Cell mediated and humoral immune response to acute leukemia cells and soluble leukemia antigen: relationship to immunocompetence and prognosis

Concurrent studies of lymphocyte blastogenic response to autologous leukemia cells, of general immunocompetence, and direct membrane immunofluorescence with anti immunoglobulin serum were carried out in 35 adults with acute leukemia. In addition, lymphocyte blastogenic response of autologous and allogeneic lymphocytes to soluble leukemia antigen was studied. Of 35 patients, 25 (72%) had positive blastogenic response to their own leukemia cells.
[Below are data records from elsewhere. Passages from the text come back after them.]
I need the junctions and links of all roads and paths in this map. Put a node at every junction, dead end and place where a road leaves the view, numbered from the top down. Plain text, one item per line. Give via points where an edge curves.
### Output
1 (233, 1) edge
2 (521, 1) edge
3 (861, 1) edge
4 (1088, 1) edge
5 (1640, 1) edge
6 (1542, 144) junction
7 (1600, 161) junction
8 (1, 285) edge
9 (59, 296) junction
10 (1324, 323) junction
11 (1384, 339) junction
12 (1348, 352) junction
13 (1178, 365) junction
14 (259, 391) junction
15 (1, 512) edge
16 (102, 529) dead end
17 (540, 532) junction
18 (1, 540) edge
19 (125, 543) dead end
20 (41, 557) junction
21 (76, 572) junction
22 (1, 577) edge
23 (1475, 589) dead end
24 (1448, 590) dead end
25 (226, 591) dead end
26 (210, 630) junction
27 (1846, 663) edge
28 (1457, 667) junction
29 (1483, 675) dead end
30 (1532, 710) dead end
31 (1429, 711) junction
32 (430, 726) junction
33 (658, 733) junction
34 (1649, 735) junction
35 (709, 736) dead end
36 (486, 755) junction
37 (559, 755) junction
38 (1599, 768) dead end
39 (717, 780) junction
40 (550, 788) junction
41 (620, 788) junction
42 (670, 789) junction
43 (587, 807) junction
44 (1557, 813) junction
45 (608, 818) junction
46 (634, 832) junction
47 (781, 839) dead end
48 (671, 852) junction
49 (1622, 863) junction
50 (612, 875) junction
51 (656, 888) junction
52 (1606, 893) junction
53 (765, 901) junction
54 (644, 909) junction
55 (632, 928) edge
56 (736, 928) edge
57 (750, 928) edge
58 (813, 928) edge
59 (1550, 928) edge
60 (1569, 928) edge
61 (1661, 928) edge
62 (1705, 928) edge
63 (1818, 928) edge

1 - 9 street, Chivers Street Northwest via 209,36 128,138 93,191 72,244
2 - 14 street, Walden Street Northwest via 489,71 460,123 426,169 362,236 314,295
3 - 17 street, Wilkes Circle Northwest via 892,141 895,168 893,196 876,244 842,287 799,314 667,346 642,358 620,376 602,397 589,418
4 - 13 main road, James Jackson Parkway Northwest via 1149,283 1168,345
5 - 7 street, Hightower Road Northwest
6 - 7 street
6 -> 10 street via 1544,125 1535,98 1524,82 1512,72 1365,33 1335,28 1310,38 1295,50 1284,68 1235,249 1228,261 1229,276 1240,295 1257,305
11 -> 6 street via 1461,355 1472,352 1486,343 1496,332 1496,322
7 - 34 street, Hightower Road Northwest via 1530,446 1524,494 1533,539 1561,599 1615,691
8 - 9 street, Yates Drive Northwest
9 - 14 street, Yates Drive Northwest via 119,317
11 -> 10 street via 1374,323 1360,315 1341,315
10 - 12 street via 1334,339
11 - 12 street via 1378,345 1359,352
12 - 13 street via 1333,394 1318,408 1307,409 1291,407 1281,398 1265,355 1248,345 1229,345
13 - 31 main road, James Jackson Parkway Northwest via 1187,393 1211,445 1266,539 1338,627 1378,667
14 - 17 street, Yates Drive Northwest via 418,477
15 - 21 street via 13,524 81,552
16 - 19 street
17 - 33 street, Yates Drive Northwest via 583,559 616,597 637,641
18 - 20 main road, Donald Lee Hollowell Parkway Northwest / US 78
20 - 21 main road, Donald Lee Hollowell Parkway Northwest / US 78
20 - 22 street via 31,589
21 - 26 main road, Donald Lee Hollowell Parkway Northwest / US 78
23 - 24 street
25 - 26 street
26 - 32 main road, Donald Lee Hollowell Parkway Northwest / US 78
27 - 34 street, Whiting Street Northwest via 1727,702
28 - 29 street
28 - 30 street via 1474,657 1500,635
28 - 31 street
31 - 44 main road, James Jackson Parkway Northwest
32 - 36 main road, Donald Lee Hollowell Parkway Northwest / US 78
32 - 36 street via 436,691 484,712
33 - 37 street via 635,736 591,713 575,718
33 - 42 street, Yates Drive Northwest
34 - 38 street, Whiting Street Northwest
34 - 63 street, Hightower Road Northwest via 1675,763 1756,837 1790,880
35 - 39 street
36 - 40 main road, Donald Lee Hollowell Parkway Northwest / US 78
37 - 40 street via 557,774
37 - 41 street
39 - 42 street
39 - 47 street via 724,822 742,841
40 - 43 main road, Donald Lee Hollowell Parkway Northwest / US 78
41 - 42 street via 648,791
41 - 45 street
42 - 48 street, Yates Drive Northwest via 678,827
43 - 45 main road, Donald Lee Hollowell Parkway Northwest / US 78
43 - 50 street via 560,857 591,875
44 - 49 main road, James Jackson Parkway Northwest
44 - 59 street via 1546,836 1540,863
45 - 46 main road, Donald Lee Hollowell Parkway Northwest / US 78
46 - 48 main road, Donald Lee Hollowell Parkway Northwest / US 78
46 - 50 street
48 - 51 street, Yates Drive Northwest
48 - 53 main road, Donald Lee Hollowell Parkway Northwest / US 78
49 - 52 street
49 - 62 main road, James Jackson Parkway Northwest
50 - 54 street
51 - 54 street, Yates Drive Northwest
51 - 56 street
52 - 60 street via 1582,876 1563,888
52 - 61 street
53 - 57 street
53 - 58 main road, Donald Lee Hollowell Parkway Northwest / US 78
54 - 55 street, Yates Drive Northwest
Patients with acute myelogenous leukemia (AML) tended to have a greater blastogenic response to their leukemia cells than patients with acute lymphoblastic leukemia (ALL). Eight of nineteen patients with AML and one of the five with ALL had complete or partial abrogation of this positive blastogenesis when the lymphocytes were cultured in autologous serum rather than allogeneic serum. Direct membrane immunofluorescence with anti immunoglobulin serum showed bound IgG on the cells of 7 of 8 AML patients with the serum inhibitory effect and 1 AML patient without the serum inhibitory effect. There was facilitation of blastogenic response in autologous serum compared to allogeneic serum in 5 instances. A good prognosis was correlated with a vigorous blastogenic response, its inhibition or facilitation by autologous serum, and IgG bound to the cell surface. Of 7 patients, 6 had positive blastogenic response to autologous soluble antigen. Of these 6 patients, 5 also responded to autologous leukemia cells. Although allogeneic normal donor lymphocytes responded vigorously to leukemia cells in 6 of 7 instances, only 1 of 7 allogeneic lymphocytes responded to soluble antigen. Thus, presensitization apparently is required for in vitro blastogenic response to soluble leukemia antigen.